Records from a collection:

§

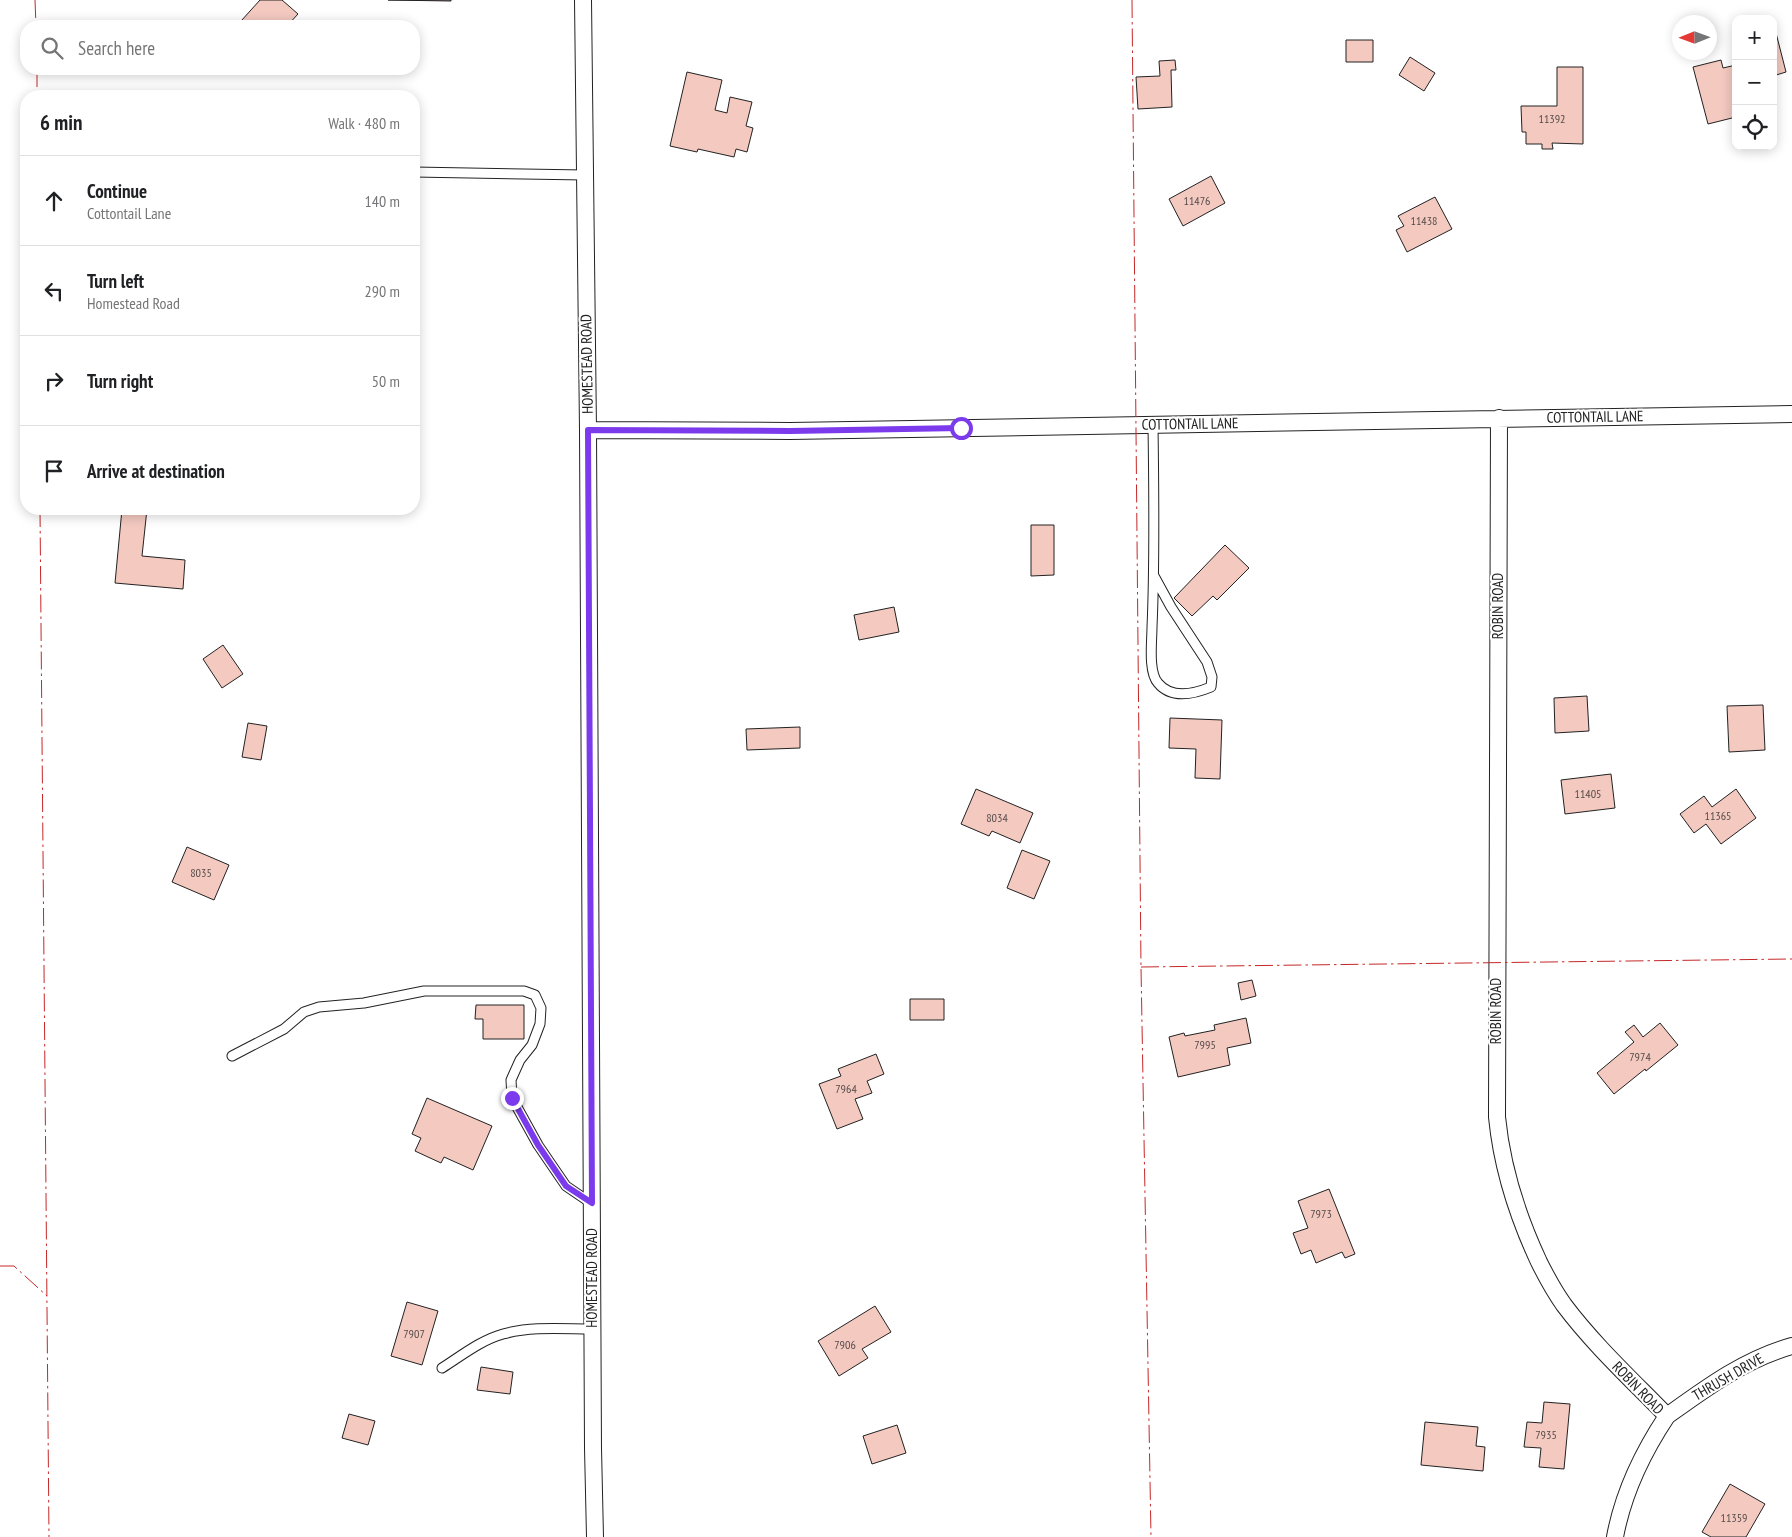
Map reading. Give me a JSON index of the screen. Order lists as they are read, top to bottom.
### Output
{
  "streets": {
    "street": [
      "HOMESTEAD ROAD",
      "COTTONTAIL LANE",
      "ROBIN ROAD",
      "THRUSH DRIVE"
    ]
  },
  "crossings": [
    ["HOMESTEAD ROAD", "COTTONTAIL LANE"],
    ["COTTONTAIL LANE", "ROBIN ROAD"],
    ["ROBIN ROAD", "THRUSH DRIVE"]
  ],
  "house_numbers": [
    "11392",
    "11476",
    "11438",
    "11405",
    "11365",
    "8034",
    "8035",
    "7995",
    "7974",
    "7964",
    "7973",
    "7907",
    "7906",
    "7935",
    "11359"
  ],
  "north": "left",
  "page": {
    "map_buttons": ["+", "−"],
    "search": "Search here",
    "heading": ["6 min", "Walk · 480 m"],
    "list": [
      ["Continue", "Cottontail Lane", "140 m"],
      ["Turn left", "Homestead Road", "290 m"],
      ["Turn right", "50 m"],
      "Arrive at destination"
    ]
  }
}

§

A verbatim copy of every record is to be produced, and pictures are to be excluded from it.

■ ANSWER SPACE:
Map reading. Give me a JSON index of the screen. Order lists as they are read, top to bottom.
### Output
{
  "streets": {
    "street": [
      "HOMESTEAD ROAD",
      "COTTONTAIL LANE",
      "ROBIN ROAD",
      "THRUSH DRIVE"
    ]
  },
  "crossings": [
    ["HOMESTEAD ROAD", "COTTONTAIL LANE"],
    ["COTTONTAIL LANE", "ROBIN ROAD"],
    ["ROBIN ROAD", "THRUSH DRIVE"]
  ],
  "house_numbers": [
    "11392",
    "11476",
    "11438",
    "11405",
    "11365",
    "8034",
    "8035",
    "7995",
    "7974",
    "7964",
    "7973",
    "7907",
    "7906",
    "7935",
    "11359"
  ],
  "north": "left",
  "page": {
    "map_buttons": ["+", "−"],
    "search": "Search here",
    "heading": ["6 min", "Walk · 480 m"],
    "list": [
      ["Continue", "Cottontail Lane", "140 m"],
      ["Turn left", "Homestead Road", "290 m"],
      ["Turn right", "50 m"],
      "Arrive at destination"
    ]
  }
}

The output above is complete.